Outro tipo de anticorpo monoclonal conhecido como natalizumab atua bloqueando a integrina, a molécula que contribui para o acúmulo de linfócitos nos intestinos. É útil para a doença de Crohn, mas não é rotineiramente usado como medida do passo III, porque os inibidores do TNF são geralmente mais eficazes.

Cirurgia para Doença Inflamatória Intestinal

A cirurgia é considerada quando o tratamento médico (medicação) não atua. É curativo para a colite ulcerativa e, portanto, indicado para tratamento em que a medicação é ineficaz. Cirurgia para doença de Crohn só deve ser considerada quando surgirem as complicações da DII.

Para colite ulcerativa, a cirurgia pode envolver proctocolectomia (remoção do reto e parte / cólon inteiro). Um estoma (ileostomia) é necessário para permitir que o material residual passe para fora do intestino delgado (extremidade terminal conhecida como íleo) e para o exterior. Outro procedimento que pode ser considerado para a colite ulcerativa é a colectomia (remoção cirúrgica do cólon) com bolsa ileoanal (anastomose ileoanal). Uma anastomose ileoanal conecta a parte terminal do intestino delgado (íleo) ao ânus, mas uma bolsa é formada com o intestino delgado para servir como um reservatório para as fezes.

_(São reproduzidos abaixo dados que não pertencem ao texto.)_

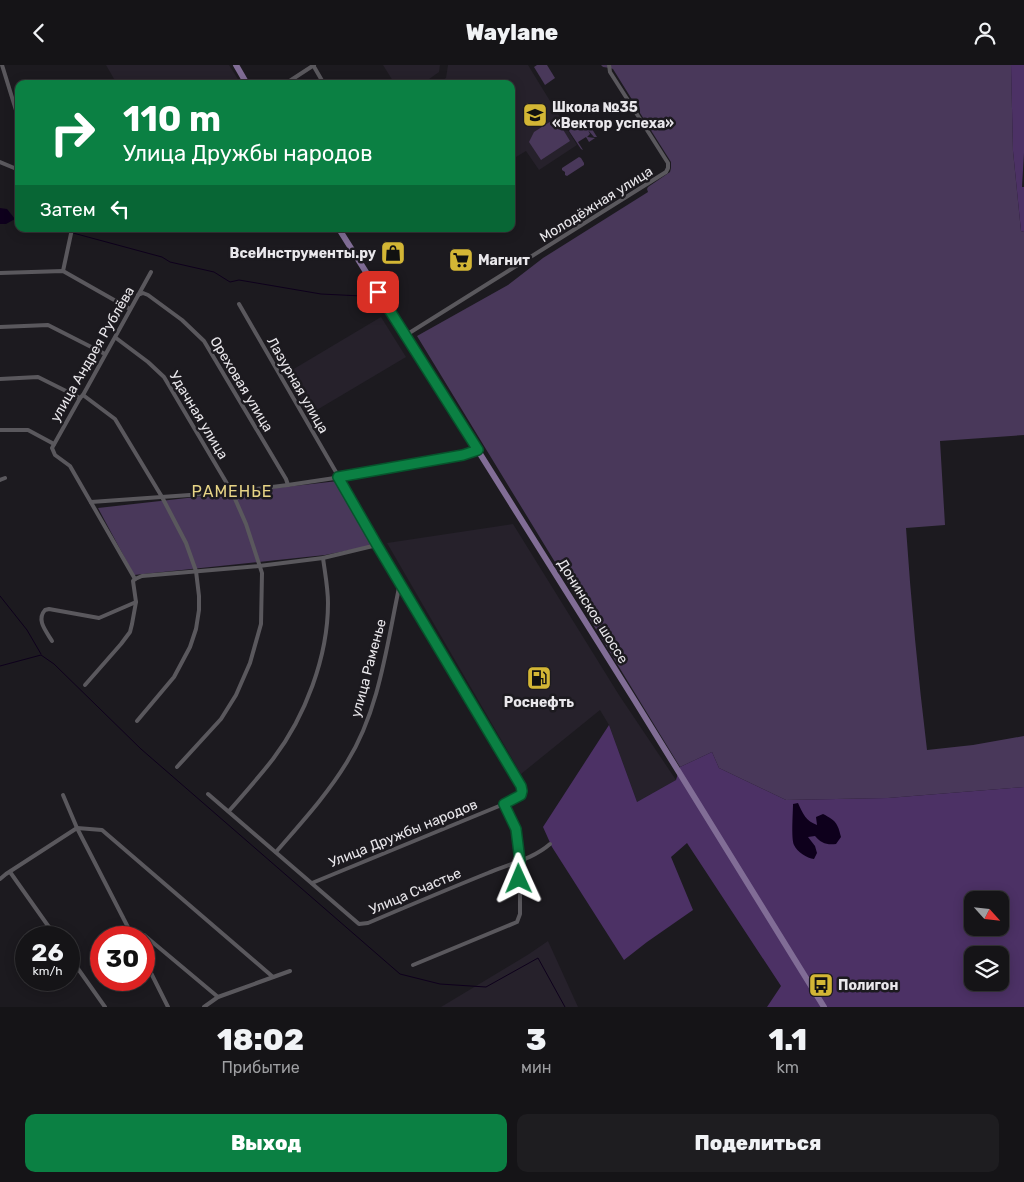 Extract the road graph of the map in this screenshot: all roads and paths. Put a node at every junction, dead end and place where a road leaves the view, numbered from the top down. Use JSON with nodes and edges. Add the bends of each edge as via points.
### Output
{"nodes":[{"id":1,"x":2,"y":65,"type":"edge"},
{"id":2,"x":236,"y":65,"type":"edge"},
{"id":3,"x":314,"y":65,"type":"edge"},
{"id":4,"x":609,"y":65,"type":"edge"},
{"id":5,"x":245,"y":80,"type":"edge"},
{"id":6,"x":291,"y":80,"type":"edge"},
{"id":7,"x":322,"y":80,"type":"edge"},
{"id":8,"x":15,"y":108,"type":"edge"},
{"id":9,"x":0,"y":162,"type":"edge"},
{"id":10,"x":15,"y":168,"type":"edge"},
{"id":11,"x":72,"y":232,"type":"edge"},
{"id":12,"x":341,"y":232,"type":"edge"},
{"id":13,"x":62,"y":271,"type":"junction"},
{"id":14,"x":151,"y":272,"type":"dead end"},
{"id":15,"x":0,"y":273,"type":"edge"},
{"id":16,"x":138,"y":295,"type":"junction"},
{"id":17,"x":239,"y":304,"type":"dead end"},
{"id":18,"x":130,"y":309,"type":"junction"},
{"id":19,"x":0,"y":327,"type":"edge"},
{"id":20,"x":406,"y":335,"type":"junction"},
{"id":21,"x":116,"y":337,"type":"junction"},
{"id":22,"x":105,"y":354,"type":"junction"},
{"id":23,"x":0,"y":379,"type":"edge"},
{"id":24,"x":82,"y":396,"type":"junction"},
{"id":25,"x":0,"y":430,"type":"edge"},
{"id":26,"x":53,"y":446,"type":"junction"},
{"id":27,"x":478,"y":450,"type":"junction"},
{"id":28,"x":338,"y":477,"type":"junction"},
{"id":29,"x":5,"y":478,"type":"dead end"},
{"id":30,"x":0,"y":480,"type":"edge"},
{"id":31,"x":288,"y":485,"type":"junction"},
{"id":32,"x":232,"y":492,"type":"junction"},
{"id":33,"x":162,"y":497,"type":"junction"},
{"id":34,"x":91,"y":502,"type":"junction"},
{"id":35,"x":377,"y":545,"type":"junction"},
{"id":36,"x":324,"y":558,"type":"junction"},
{"id":37,"x":259,"y":566,"type":"junction"},
{"id":38,"x":196,"y":571,"type":"junction"},
{"id":39,"x":135,"y":579,"type":"junction"},
{"id":40,"x":400,"y":583,"type":"junction"},
{"id":41,"x":136,"y":602,"type":"junction"},
{"id":42,"x":52,"y":641,"type":"dead end"},
{"id":43,"x":85,"y":685,"type":"dead end"},
{"id":44,"x":137,"y":721,"type":"dead end"},
{"id":45,"x":177,"y":767,"type":"dead end"},
{"id":46,"x":208,"y":793,"type":"dead end"},
{"id":47,"x":62,"y":795,"type":"dead end"},
{"id":48,"x":504,"y":804,"type":"junction"},
{"id":49,"x":229,"y":811,"type":"junction"},
{"id":50,"x":77,"y":828,"type":"junction"},
{"id":51,"x":550,"y":844,"type":"dead end"},
{"id":52,"x":276,"y":852,"type":"junction"},
{"id":53,"x":520,"y":861,"type":"junction"},
{"id":54,"x":10,"y":872,"type":"junction"},
{"id":55,"x":0,"y":879,"type":"edge"},
{"id":56,"x":312,"y":883,"type":"junction"},
{"id":57,"x":48,"y":926,"type":"edge"},
{"id":58,"x":127,"y":926,"type":"edge"},
{"id":59,"x":155,"y":944,"type":"edge"},
{"id":60,"x":413,"y":965,"type":"dead end"},
{"id":61,"x":290,"y":971,"type":"dead end"},
{"id":62,"x":80,"y":972,"type":"edge"},
{"id":63,"x":273,"y":977,"type":"junction"},
{"id":64,"x":155,"y":981,"type":"edge"},
{"id":65,"x":218,"y":997,"type":"junction"},
{"id":66,"x":104,"y":1007,"type":"edge"},
{"id":67,"x":168,"y":1007,"type":"edge"},
{"id":68,"x":204,"y":1007,"type":"edge"},
{"id":69,"x":824,"y":1007,"type":"edge"}],
"edges":[{"from":1,"to":8,"type":"street"},
{"from":2,"to":5,"type":"main road"},
{"from":3,"to":6,"type":"street"},
{"from":3,"to":7,"type":"street"},
{"from":4,"to":20,"type":"street","name":"Молодёжная улица","via":[[610,72],[668,163],[666,172]]},
{"from":9,"to":10,"type":"street"},
{"from":11,"to":13,"type":"street"},
{"from":12,"to":20,"type":"main road","name":"Донинское шоссе"},
{"from":13,"to":15,"type":"street"},
{"from":13,"to":18,"type":"street"},
{"from":14,"to":16,"type":"street","name":"улица Андрея Рублёва"},
{"from":16,"to":18,"type":"street","name":"улица Андрея Рублёва"},
{"from":16,"to":31,"type":"street","name":"Ореховая улица","via":[[148,295],[204,341]]},
{"from":17,"to":28,"type":"street","name":"Лазурная улица"},
{"from":18,"to":21,"type":"street","name":"улица Андрея Рублёва"},
{"from":19,"to":22,"type":"street","via":[[48,325]]},
{"from":20,"to":27,"type":"main road","name":"Донинское шоссе"},
{"from":21,"to":22,"type":"street","name":"улица Андрея Рублёва"},
{"from":21,"to":32,"type":"street","name":"Удачная улица","via":[[164,377]]},
{"from":22,"to":24,"type":"street","name":"улица Андрея Рублёва"},
{"from":23,"to":24,"type":"street","via":[[38,377]]},
{"from":24,"to":26,"type":"street","name":"улица Андрея Рублёва"},
{"from":24,"to":33,"type":"street","via":[[115,419]]},
{"from":25,"to":26,"type":"street","via":[[28,430]]},
{"from":26,"to":34,"type":"street","via":[[55,455],[70,466]]},
{"from":27,"to":28,"type":"street"},
{"from":27,"to":69,"type":"main road","name":"Донинское шоссе"},
{"from":28,"to":31,"type":"street"},
{"from":28,"to":35,"type":"street"},
{"from":29,"to":30,"type":"street"},
{"from":31,"to":32,"type":"street"},
{"from":32,"to":33,"type":"street"},
{"from":32,"to":37,"type":"street","name":"Удачная улица"},
{"from":33,"to":34,"type":"street"},
{"from":33,"to":38,"type":"street","via":[[186,543]]},
{"from":34,"to":39,"type":"street"},
{"from":35,"to":36,"type":"street"},
{"from":35,"to":40,"type":"street"},
{"from":36,"to":37,"type":"street"},
{"from":36,"to":49,"type":"street","via":[[328,603],[326,633],[309,695],[274,758]]},
{"from":37,"to":38,"type":"street"},
{"from":37,"to":45,"type":"street","name":"Удачная улица","via":[[262,573],[261,624],[250,663],[221,719]]},
{"from":38,"to":39,"type":"street"},
{"from":38,"to":44,"type":"street","via":[[198,610],[190,647],[174,677]]},
{"from":39,"to":41,"type":"street"},
{"from":40,"to":48,"type":"street","name":"Улица Дружбы народов","via":[[521,786],[521,795]]},
{"from":40,"to":52,"type":"street","name":"улица Раменье","via":[[376,692],[360,738],[321,799]]},
{"from":41,"to":42,"type":"street","via":[[99,618],[45,610],[41,621]]},
{"from":41,"to":43,"type":"street","via":[[127,636]]},
{"from":46,"to":49,"type":"street","name":"Улица Счастье"},
{"from":47,"to":50,"type":"street"},
{"from":48,"to":53,"type":"street","via":[[516,829]]},
{"from":48,"to":56,"type":"street","name":"Улица Дружбы народов"},
{"from":49,"to":52,"type":"street","name":"Улица Счастье"},
{"from":50,"to":54,"type":"street"},
{"from":50,"to":58,"type":"street"},
{"from":50,"to":63,"type":"street","via":[[102,830]]},
{"from":51,"to":53,"type":"street","name":"Улица Счастье"},
{"from":52,"to":56,"type":"street","name":"Улица Счастье"},
{"from":53,"to":56,"type":"street","name":"Улица Счастье","via":[[359,924]]},
{"from":53,"to":60,"type":"street","via":[[518,922]]},
{"from":54,"to":55,"type":"street"},
{"from":54,"to":57,"type":"street"},
{"from":59,"to":65,"type":"street"},
{"from":61,"to":63,"type":"street"},
{"from":62,"to":66,"type":"street"},
{"from":63,"to":65,"type":"street"},
{"from":64,"to":67,"type":"street"},
{"from":65,"to":68,"type":"street"}]}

Como a doença de Crohn pode afetar qualquer parte do trato alimentar, a cirurgia não tem os mesmos resultados, como é o caso da colite ulcerativa. A ressecção segmentar da porção do trato que é mais eficaz não é curativa e as taxas de recorrência podem chegar a 50%. Anastomose é necessária e isso pode envolver o íleo ao reto (anastomose ileorretal) ou íleo saudável ao cólon (anastomose ileocolônica). Apesar de a cirurgia não ser curativa com a doença de Crohn, os pacientes podem responder melhor à medicação para manter a remissão após a cirurgia.